Researchers looking at differences in COVID-19 outcome by ethnic group should consider that BMI may not indicate equivalent risk levels across groups, and could consider using ethnic-specific BMI thresholds or entering an interaction term for ethnicity and BMI, alongside terms for ethnicity and BMI in regression equations. An example of a regression equation that would give coefficients relating to (a) the effect of BMI on COVID-19 outcomes (including any effect relating to differing COVID-19 outcomes that is related to different ethnic groups having different mean BMI), (b) the effect of ethnicity on COVID-19 outcomes through channels other than differences BMI between groups and (c) the effect of ethnicity on COVID-19 outcomes due to BMI differentially impacting ethnic groups is shown in Box 1.

Box 1
figure 2

Researchers examining ethnic inequalities in COVID-19 outcomes using regression equations may wish to use an interaction term to capture the effect of BMI differentially impacting different ethnic groups

Further research could explore the size and direction of any increased risk by ethnic category in countries where the minority ethnic group is White (e.g. South Africa); or compare and contrast disease outcomes in the same ethnic group or a diaspora across multiple countries, including where they form a majority population; or look at risk in cohorts of migrants and their direct descendants. These analyses may be difficult to interpret, given the difference in contexts in different countries with varying levels of underlying comorbidities and very different health systems. However, it may be possible to tease apart the proportion of the difference in risk accounted for by some of the factors outlined in ‘Possible Contributing Factors to Ethnic Inequalities in COVID-19 Outcomes’ and Fig. 1.

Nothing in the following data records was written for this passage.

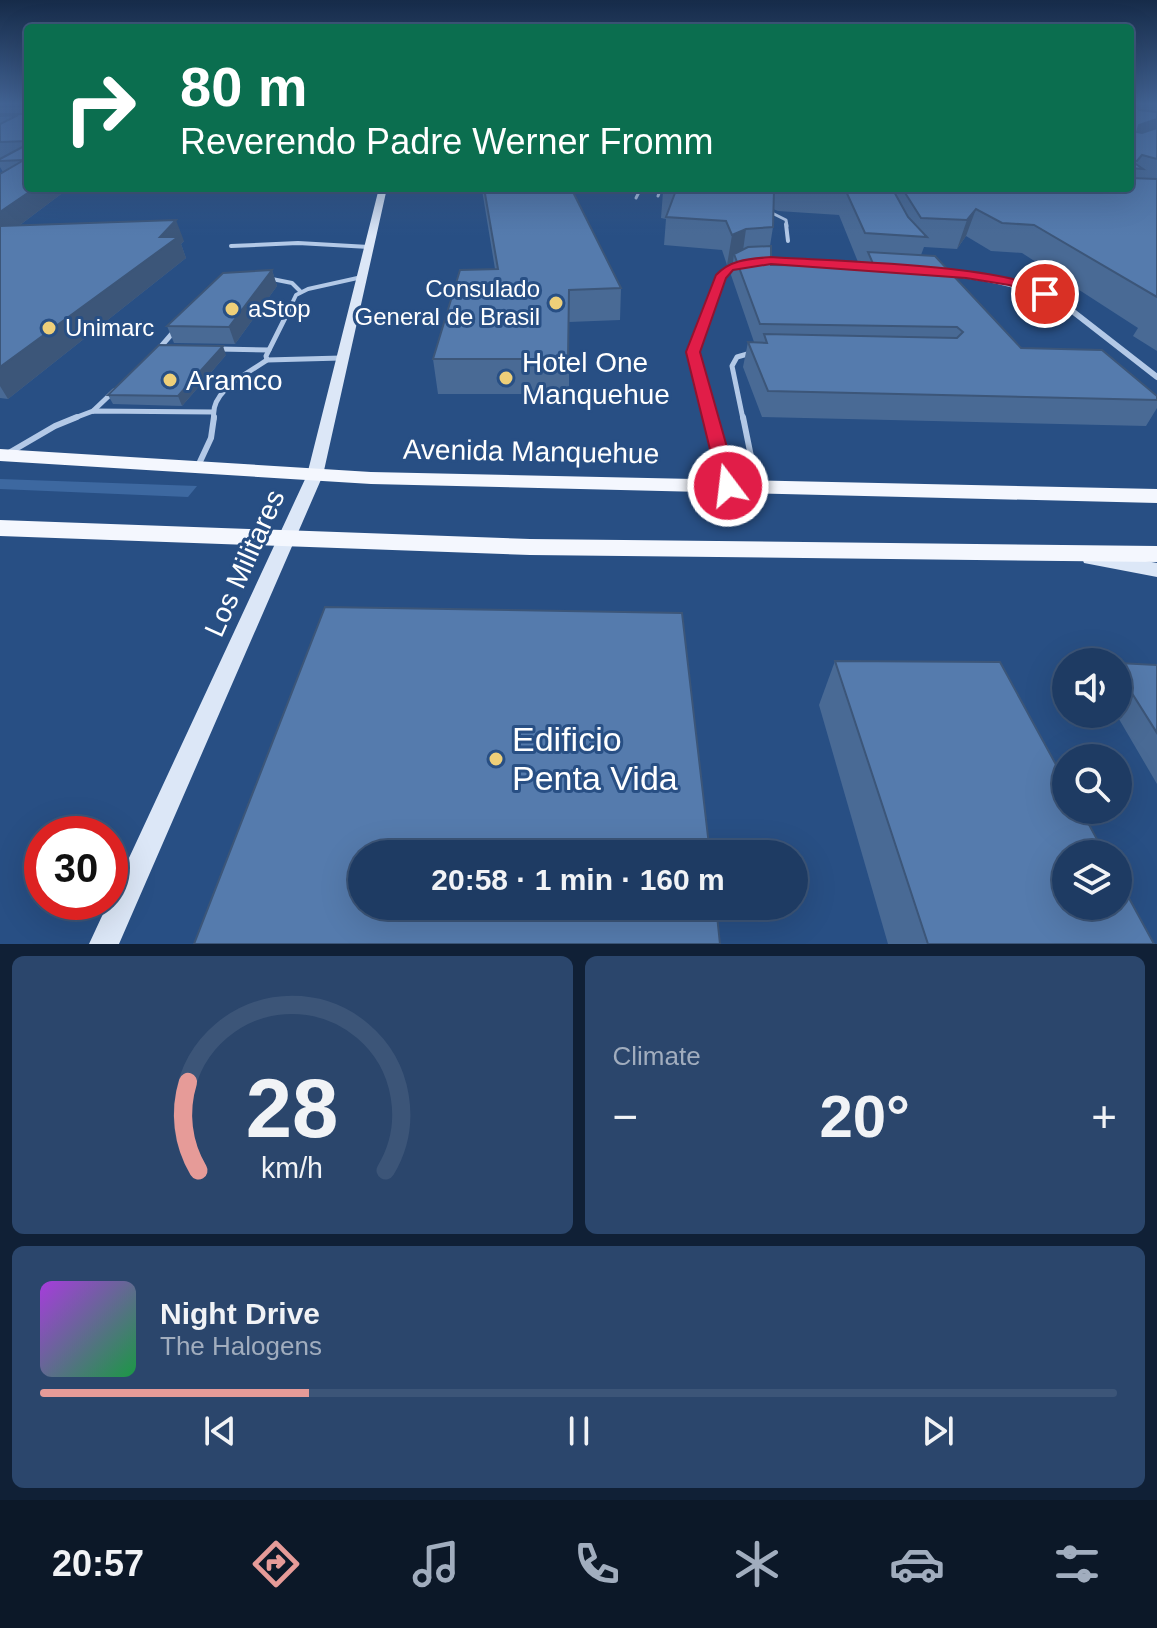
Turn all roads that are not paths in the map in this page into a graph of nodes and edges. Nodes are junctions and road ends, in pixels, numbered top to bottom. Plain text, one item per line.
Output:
1 (382, 192) edge
2 (639, 192) edge
3 (660, 192) edge
4 (658, 196) dead end
5 (636, 198) dead end
6 (766, 200) edge
7 (788, 241) dead end
8 (231, 246) dead end
9 (369, 247) junction
10 (758, 261) edge
11 (747, 262) edge
12 (846, 266) edge
13 (936, 273) edge
14 (362, 277) junction
15 (259, 278) edge
16 (300, 291) junction
17 (178, 328) edge
18 (160, 348) junction
19 (175, 348) edge
20 (206, 349) edge
21 (269, 350) junction
22 (752, 353) edge
23 (148, 358) edge
24 (344, 358) junction
25 (267, 360) junction
26 (1157, 377) edge
27 (115, 390) edge
28 (93, 411) junction
29 (213, 412) junction
30 (2, 455) edge
31 (198, 466) junction
32 (315, 475) junction
33 (728, 486) junction
34 (757, 486) junction
35 (1157, 496) edge
36 (0, 528) edge
37 (288, 540) junction
38 (1062, 553) junction
39 (1157, 554) edge
40 (1157, 570) edge
41 (104, 944) edge

1 - 9 main road, Los Militares
2 - 5 lane
3 - 4 lane
6 - 7 lane
8 - 9 lane
9 - 14 main road, Los Militares
10 - 12 street
11 - 33 street
13 - 26 street
14 - 16 lane
14 - 24 main road, Los Militares
15 - 16 lane
16 - 21 lane
17 - 18 lane
18 - 19 lane
18 - 23 lane
20 - 21 lane
21 - 25 lane
22 - 34 lane
24 - 25 lane
24 - 32 main road, Los Militares
25 - 29 lane
27 - 28 lane
28 - 29 lane
28 - 30 lane
29 - 31 lane
30 - 31 main road, Avenida Manquehue
31 - 32 main road, Avenida Manquehue
32 - 33 main road, Avenida Manquehue
32 - 37 main road, Los Militares
33 - 34 main road, Avenida Manquehue
34 - 35 main road, Avenida Manquehue
36 - 37 main road
37 - 38 main road
37 - 41 main road, Los Militares
38 - 39 main road
38 - 40 main road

For clinicians, the evidence reviewed here makes it clear that patients with obesity and those from minority ethnic groups with COVID-19 infection are at particularly high risk for adverse clinical outcomes. Given this evidence, it is incumbent upon all healthcare professionals to prioritise preventative management strategies for these vulnerable groups, including the focused promotion of COVID-19 vaccination. It may also be advisable to consider both whether a patient belongs to a minority ethnic group, as well as their degree of obesity, and co-presence of these risk factors in triaging decisions when prioritising rapid treatment.

The World Health Organisation capitalised on data showing the increased risk of COVID-19 for smokers, to promote smoking cessation to millions of tobacco users [60], and the UK prime minister reports his experience with COVID-19 as being a key motivator of his efforts to lose weight [61]. Primary care physicians who are the first point of contact with patient groups with obesity may wish to use similar strategies and messaging to support patients to start a journey towards weight loss.

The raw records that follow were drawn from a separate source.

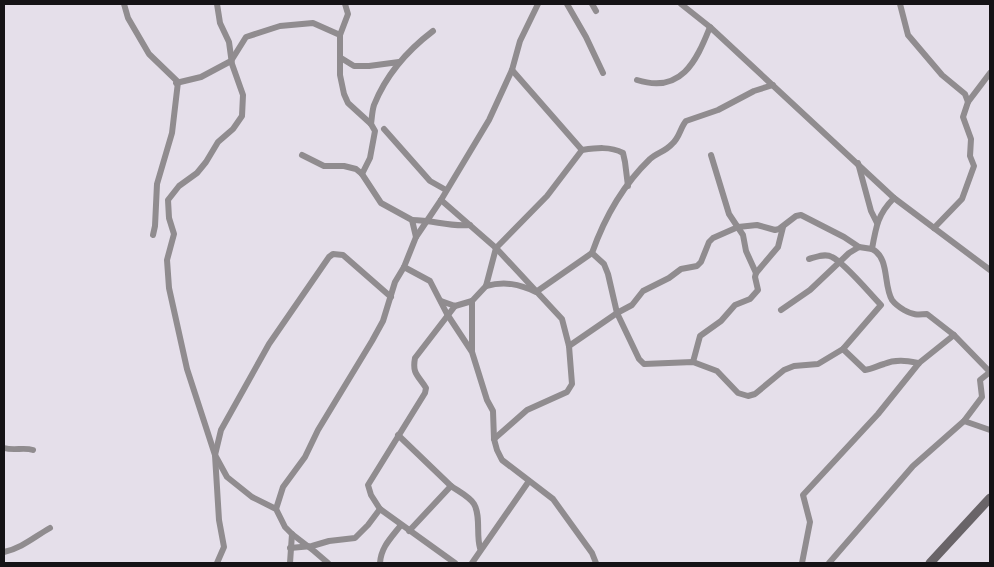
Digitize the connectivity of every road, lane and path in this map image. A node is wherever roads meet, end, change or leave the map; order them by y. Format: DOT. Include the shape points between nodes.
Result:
graph roads {
  1 [pos="124,4"];
  2 [pos="217,4"];
  3 [pos="345,4"];
  4 [pos="538,4"];
  5 [pos="566,4"];
  6 [pos="592,4"];
  7 [pos="681,4"];
  8 [pos="689,4"];
  9 [pos="900,4"];
  10 [pos="596,11"];
  11 [pos="692,12"];
  12 [pos="710,26"];
  13 [pos="433,31"];
  14 [pos="340,36"];
  15 [pos="341,58"];
  16 [pos="231,61"];
  17 [pos="399,62"];
  18 [pos="512,70"];
  19 [pos="990,73"];
  20 [pos="603,74"];
  21 [pos="637,80"];
  22 [pos="177,83"];
  23 [pos="773,84"];
  24 [pos="968,102"];
  25 [pos="371,124"];
  26 [pos="384,129"];
  27 [pos="582,150"];
  28 [pos="302,155"];
  29 [pos="711,155"];
  30 [pos="858,163"];
  31 [pos="362,174"];
  32 [pos="628,186"];
  33 [pos="446,190"];
  34 [pos="894,198"];
  35 [pos="441,200"];
  36 [pos="412,220"];
  37 [pos="427,220"];
  38 [pos="877,223"];
  39 [pos="470,225"];
  40 [pos="738,227"];
  41 [pos="783,227"];
  42 [pos="934,228"];
  43 [pos="153,235"];
  44 [pos="416,237"];
  45 [pos="859,247"];
  46 [pos="496,248"];
  47 [pos="872,249"];
  48 [pos="592,253"];
  49 [pos="809,259"];
  50 [pos="840,262"];
  51 [pos="404,267"];
  52 [pos="990,270"];
  53 [pos="756,273"];
  54 [pos="486,286"];
  55 [pos="536,292"];
  56 [pos="391,297"];
  57 [pos="891,298"];
  58 [pos="441,301"];
  59 [pos="472,301"];
  60 [pos="455,306"];
  61 [pos="881,306"];
  62 [pos="781,310"];
  63 [pos="617,313"];
  64 [pos="447,314"];
  65 [pos="954,335"];
  66 [pos="569,346"];
  67 [pos="843,349"];
  68 [pos="472,352"];
  69 [pos="693,362"];
  70 [pos="919,363"];
  71 [pos="990,372"];
  72 [pos="964,421"];
  73 [pos="990,430"];
  74 [pos="398,435"];
  75 [pos="494,440"];
  76 [pos="4,448"];
  77 [pos="33,450"];
  78 [pos="215,455"];
  79 [pos="529,481"];
  80 [pos="451,486"];
  81 [pos="990,498"];
  82 [pos="276,509"];
  83 [pos="380,509"];
  84 [pos="401,525"];
  85 [pos="50,528"];
  86 [pos="409,531"];
  87 [pos="292,534"];
  88 [pos="306,546"];
  89 [pos="290,548"];
  90 [pos="480,548"];
  91 [pos="4,552"];
  92 [pos="217,563"];
  93 [pos="290,563"];
  94 [pos="328,563"];
  95 [pos="380,563"];
  96 [pos="454,563"];
  97 [pos="472,563"];
  98 [pos="596,563"];
  99 [pos="802,563"];
  100 [pos="829,563"];
  101 [pos="930,563"];
  1 -- 22 [label="street" via="148,54"];
  2 -- 16 [label="street" via="220,24 229,42"];
  3 -- 14 [label="street" via="348,14"];
  4 -- 18 [label="street" via="520,41"];
  5 -- 20 [label="street"];
  6 -- 10 [label="street"];
  7 -- 11 [label="street"];
  8 -- 11 [label="street"];
  9 -- 24 [label="street" via="908,35 942,75 965,94"];
  11 -- 12 [label="street"];
  12 -- 21 [label="street" via="696,57 682,76 658,84"];
  12 -- 23 [label="street"];
  13 -- 17 [label="street"];
  14 -- 15 [label="street"];
  14 -- 16 [label="street" via="313,22 280,26 246,38"];
  15 -- 17 [label="street" via="354,66"];
  15 -- 25 [label="street" via="340,75 346,100"];
  16 -- 22 [label="street" via="201,77"];
  16 -- 78 [label="street" via="243,95 242,116 218,142 197,173 179,186 168,200 174,234 167,260 169,288 187,370"];
  17 -- 25 [label="street" via="374,106"];
  18 -- 27 [label="street"];
  18 -- 33 [label="street" via="489,120"];
  19 -- 24 [label="street"];
  22 -- 43 [label="street" via="172,133 157,184"];
  23 -- 30 [label="street"];
  23 -- 32 [label="street" via="686,122 671,146 652,158"];
  24 -- 42 [label="street" via="963,118 971,139 970,156 974,166 962,199"];
  25 -- 31 [label="street" via="375,131 374,140"];
  26 -- 33 [label="street" via="430,181"];
  27 -- 32 [label="street" via="617,149 623,153"];
  27 -- 46 [label="street" via="547,196"];
  28 -- 31 [label="street" via="324,166 344,166"];
  29 -- 40 [label="street" via="729,214"];
  30 -- 34 [label="street"];
  30 -- 38 [label="street"];
  31 -- 36 [label="street" via="381,203"];
  32 -- 48 [label="street" via="600,231"];
  33 -- 35 [label="street"];
  34 -- 38 [label="street" via="880,214"];
  34 -- 42 [label="street"];
  35 -- 37 [label="street"];
  35 -- 39 [label="street"];
  36 -- 37 [label="street"];
  36 -- 44 [label="street"];
  37 -- 39 [label="street" via="447,226"];
  37 -- 44 [label="street"];
  38 -- 47 [label="street"];
  39 -- 46 [label="street"];
  40 -- 41 [label="street" via="757,225 775,230"];
  40 -- 53 [label="street"];
  40 -- 63 [label="street" via="713,238 697,266 681,269 648,287 632,305"];
  41 -- 45 [label="street" via="801,215"];
  41 -- 53 [label="street" via="778,247"];
  42 -- 52 [label="street"];
  44 -- 51 [label="street"];
  45 -- 47 [label="street"];
  45 -- 50 [label="street"];
  46 -- 54 [label="street"];
  46 -- 55 [label="street"];
  47 -- 57 [label="street" via="881,258"];
  48 -- 55 [label="street"];
  48 -- 63 [label="street" via="604,264"];
  49 -- 50 [label="street" via="821,255 831,256"];
  50 -- 61 [label="street"];
  50 -- 62 [label="street" via="810,290"];
  51 -- 56 [label="street"];
  51 -- 58 [label="street" via="430,281"];
  53 -- 69 [label="street" via="758,290 750,299 735,304 721,321 700,336"];
  54 -- 55 [label="street" via="507,283"];
  54 -- 59 [label="street"];
  55 -- 66 [label="street" via="562,319"];
  56 -- 78 [label="street" via="343,255 329,257 269,344 221,430"];
  56 -- 82 [label="street" via="383,321 305,457 283,487"];
  57 -- 61 [label="street"];
  57 -- 65 [label="street" via="914,315 927,314"];
  58 -- 60 [label="street"];
  58 -- 64 [label="street"];
  59 -- 60 [label="street"];
  59 -- 68 [label="street"];
  60 -- 64 [label="street"];
  61 -- 67 [label="street"];
  63 -- 66 [label="street"];
  63 -- 69 [label="street" via="644,364"];
  64 -- 68 [label="street"];
  64 -- 74 [label="street" via="416,358 416,375 426,388 425,393"];
  65 -- 70 [label="street"];
  65 -- 71 [label="street"];
  66 -- 75 [label="street" via="572,384 567,392 527,410"];
  67 -- 69 [label="street" via="818,364 784,370 748,396 738,393 717,372"];
  67 -- 70 [label="street" via="865,370 901,360"];
  68 -- 75 [label="street" via="493,411"];
  70 -- 99 [label="street" via="878,414 803,495 810,522"];
  71 -- 72 [label="street" via="980,380 982,396"];
  72 -- 73 [label="street"];
  72 -- 100 [label="street" via="913,466"];
  74 -- 80 [label="street"];
  74 -- 83 [label="street" via="368,485 370,495"];
  75 -- 79 [label="street" via="502,460"];
  76 -- 77 [label="street"];
  78 -- 82 [label="street" via="227,477 242,491"];
  78 -- 92 [label="street" via="224,547"];
  79 -- 90 [label="street"];
  79 -- 98 [label="street" via="553,499"];
  80 -- 86 [label="street"];
  80 -- 90 [label="street" via="474,504"];
  81 -- 101 [label="street"];
  82 -- 87 [label="street"];
  83 -- 84 [label="street"];
  83 -- 88 [label="street" via="355,538"];
  84 -- 86 [label="street"];
  84 -- 95 [label="street" via="380,554"];
  85 -- 91 [label="street" via="25,545"];
  86 -- 96 [label="street"];
  87 -- 88 [label="street"];
  87 -- 89 [label="street"];
  88 -- 89 [label="street"];
  88 -- 94 [label="street"];
  89 -- 93 [label="street"];
  90 -- 97 [label="street"];
}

For policymakers, the pressing health concern may be COVID-19, but it is worth noting that non-communicable disease risk factors interact with COVID-19 infection to bring about increased morbidity and mortality. For this reason, policymaking to reduce obesity at the population level must be maintained. In addition, given that the ethnic inequality here is well evidenced, a coherent plan on what to do about this inequality is required urgently. Medical and race equality organisations in the UK came up with a list of recommended actions one year ago, which may be a useful starting point [62]. Consideration of the best way to support dissemination of educational material and information might help to reduce inequalities. This might include targeting material specifically for ethnic minority groups (perhaps through engagement with places of worship or other community hubs) or creating campaigns which transcend language and cultural barriers.

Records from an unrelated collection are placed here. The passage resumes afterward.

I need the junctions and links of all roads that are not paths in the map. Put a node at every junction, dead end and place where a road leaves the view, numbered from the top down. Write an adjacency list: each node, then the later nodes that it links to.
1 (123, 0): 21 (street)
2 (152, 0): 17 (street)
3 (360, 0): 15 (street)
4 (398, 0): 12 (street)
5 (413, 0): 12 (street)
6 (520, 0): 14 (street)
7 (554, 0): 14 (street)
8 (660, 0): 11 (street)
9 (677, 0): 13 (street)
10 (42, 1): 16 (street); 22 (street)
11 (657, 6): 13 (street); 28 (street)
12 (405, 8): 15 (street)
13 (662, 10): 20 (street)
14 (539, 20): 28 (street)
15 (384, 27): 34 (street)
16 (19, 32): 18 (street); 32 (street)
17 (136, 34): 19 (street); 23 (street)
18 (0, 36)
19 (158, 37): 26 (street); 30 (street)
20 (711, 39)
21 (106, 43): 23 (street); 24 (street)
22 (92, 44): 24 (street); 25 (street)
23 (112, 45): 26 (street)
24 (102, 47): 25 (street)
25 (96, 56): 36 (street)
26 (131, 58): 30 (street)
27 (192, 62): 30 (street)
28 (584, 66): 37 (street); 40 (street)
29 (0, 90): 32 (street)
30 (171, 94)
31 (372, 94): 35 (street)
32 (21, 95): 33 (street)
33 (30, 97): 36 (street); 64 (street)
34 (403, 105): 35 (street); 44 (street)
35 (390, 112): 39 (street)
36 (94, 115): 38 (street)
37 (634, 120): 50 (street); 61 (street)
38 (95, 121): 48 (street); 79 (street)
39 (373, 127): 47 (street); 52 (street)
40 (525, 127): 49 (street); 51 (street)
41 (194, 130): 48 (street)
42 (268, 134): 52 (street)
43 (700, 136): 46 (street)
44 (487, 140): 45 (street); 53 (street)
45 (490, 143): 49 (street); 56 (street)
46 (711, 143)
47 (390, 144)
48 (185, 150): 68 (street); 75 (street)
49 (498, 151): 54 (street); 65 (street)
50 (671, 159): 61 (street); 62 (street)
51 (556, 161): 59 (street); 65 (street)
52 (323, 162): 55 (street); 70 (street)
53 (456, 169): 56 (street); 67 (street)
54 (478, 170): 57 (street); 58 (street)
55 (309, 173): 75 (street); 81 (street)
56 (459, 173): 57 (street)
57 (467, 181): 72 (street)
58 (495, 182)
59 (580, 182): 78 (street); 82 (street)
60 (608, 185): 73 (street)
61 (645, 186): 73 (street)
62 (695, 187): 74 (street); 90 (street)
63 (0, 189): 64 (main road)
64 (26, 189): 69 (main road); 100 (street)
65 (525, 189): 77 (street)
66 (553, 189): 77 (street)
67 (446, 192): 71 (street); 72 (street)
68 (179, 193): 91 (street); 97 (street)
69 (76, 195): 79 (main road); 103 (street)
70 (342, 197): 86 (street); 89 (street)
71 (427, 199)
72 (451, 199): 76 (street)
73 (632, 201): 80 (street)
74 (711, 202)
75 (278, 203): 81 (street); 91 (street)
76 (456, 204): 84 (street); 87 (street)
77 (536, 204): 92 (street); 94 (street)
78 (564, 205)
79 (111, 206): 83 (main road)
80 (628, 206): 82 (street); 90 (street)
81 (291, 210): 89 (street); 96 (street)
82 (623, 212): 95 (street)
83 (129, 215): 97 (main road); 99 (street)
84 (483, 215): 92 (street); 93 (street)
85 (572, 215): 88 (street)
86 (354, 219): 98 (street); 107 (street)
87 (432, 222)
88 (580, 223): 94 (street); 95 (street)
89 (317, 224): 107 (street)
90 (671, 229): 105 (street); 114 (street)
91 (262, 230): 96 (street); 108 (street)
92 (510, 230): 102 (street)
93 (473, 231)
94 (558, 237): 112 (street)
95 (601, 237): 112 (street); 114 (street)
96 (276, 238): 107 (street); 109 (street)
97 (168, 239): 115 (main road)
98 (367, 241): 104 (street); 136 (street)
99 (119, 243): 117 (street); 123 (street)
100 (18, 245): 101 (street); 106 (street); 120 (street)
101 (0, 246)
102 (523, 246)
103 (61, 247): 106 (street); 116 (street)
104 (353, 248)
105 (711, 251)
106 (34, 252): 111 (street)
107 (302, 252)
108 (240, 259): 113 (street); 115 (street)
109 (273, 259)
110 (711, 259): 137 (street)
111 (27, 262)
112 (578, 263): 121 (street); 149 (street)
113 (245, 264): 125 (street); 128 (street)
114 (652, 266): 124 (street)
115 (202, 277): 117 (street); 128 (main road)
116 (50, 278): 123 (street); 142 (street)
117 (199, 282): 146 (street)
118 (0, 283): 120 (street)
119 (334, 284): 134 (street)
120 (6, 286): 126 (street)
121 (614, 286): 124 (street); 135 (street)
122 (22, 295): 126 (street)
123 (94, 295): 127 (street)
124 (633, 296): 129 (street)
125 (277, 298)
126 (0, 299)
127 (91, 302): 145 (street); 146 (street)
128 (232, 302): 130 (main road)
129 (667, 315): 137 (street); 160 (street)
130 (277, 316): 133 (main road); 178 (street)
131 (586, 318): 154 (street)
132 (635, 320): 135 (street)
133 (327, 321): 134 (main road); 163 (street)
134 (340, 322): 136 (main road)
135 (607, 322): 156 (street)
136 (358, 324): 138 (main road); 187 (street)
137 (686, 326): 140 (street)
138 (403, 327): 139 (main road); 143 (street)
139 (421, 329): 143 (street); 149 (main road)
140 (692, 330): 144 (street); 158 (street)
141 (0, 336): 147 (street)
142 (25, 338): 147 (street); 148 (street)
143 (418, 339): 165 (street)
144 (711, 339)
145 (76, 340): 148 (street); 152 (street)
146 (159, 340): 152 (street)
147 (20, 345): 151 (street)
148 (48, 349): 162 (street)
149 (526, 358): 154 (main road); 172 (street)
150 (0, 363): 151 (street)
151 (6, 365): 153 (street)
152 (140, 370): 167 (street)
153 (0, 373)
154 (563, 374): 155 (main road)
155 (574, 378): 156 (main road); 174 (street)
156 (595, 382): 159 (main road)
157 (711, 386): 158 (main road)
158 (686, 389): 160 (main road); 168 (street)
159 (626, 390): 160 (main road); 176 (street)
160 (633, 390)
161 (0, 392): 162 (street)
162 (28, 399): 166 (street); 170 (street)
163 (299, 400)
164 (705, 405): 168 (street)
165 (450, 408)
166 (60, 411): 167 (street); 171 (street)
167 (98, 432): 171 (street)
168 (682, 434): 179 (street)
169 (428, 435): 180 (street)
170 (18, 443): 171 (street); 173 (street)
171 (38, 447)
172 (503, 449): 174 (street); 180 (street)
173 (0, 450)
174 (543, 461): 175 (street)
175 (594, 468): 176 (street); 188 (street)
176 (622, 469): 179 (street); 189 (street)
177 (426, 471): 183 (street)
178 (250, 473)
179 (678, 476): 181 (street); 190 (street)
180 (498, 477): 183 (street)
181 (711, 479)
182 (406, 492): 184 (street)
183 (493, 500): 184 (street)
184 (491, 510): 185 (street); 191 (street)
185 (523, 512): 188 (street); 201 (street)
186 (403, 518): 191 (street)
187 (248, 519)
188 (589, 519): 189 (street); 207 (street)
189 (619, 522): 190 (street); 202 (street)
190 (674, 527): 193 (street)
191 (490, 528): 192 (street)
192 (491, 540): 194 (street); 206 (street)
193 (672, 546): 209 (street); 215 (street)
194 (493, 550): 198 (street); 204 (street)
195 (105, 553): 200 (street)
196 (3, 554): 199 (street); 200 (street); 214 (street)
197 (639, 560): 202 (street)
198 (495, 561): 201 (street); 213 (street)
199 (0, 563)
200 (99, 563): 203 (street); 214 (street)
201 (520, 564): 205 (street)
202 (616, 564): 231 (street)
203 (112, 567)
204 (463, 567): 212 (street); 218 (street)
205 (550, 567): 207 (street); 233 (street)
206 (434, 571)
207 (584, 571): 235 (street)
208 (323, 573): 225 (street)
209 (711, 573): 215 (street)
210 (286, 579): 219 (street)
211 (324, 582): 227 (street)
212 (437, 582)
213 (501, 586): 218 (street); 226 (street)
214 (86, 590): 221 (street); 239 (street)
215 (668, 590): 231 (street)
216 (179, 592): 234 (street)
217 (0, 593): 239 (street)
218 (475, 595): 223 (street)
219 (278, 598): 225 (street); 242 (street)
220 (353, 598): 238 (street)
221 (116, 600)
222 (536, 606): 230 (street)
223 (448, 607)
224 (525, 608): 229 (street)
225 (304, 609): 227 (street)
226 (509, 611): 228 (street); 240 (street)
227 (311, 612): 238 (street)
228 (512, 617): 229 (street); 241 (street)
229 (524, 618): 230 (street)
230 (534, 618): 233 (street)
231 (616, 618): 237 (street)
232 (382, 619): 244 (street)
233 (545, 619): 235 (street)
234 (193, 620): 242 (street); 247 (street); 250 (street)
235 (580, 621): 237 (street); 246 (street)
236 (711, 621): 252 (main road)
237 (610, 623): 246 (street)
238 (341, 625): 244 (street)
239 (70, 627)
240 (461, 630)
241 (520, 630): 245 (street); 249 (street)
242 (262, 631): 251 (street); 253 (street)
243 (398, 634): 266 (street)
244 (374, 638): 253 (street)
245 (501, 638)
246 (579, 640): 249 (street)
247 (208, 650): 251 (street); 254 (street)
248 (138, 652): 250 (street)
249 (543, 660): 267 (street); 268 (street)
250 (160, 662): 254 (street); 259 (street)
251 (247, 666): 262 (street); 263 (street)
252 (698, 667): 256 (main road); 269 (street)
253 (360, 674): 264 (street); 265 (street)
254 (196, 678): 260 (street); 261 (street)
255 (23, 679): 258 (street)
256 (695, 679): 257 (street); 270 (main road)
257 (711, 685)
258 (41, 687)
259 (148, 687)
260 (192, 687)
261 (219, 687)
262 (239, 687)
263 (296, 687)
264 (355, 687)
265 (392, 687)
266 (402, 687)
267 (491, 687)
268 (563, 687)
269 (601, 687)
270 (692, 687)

Where socio-economic differences have been put forward as the main reason for ethnic inequalities in health (e.g., in [63]), this fails to recognise that structural and institutional racism is the main driver of these social factors, reinforcing existing inequalities. Working towards a society in which socio-economic inequalities between ethnic groups are extinguished is likely to make a large contribution to reducing ethnic inequalities in health— decreasing both inequalities in obesity prevalence and its sequelae, and in COVID-19 infection and outcomes.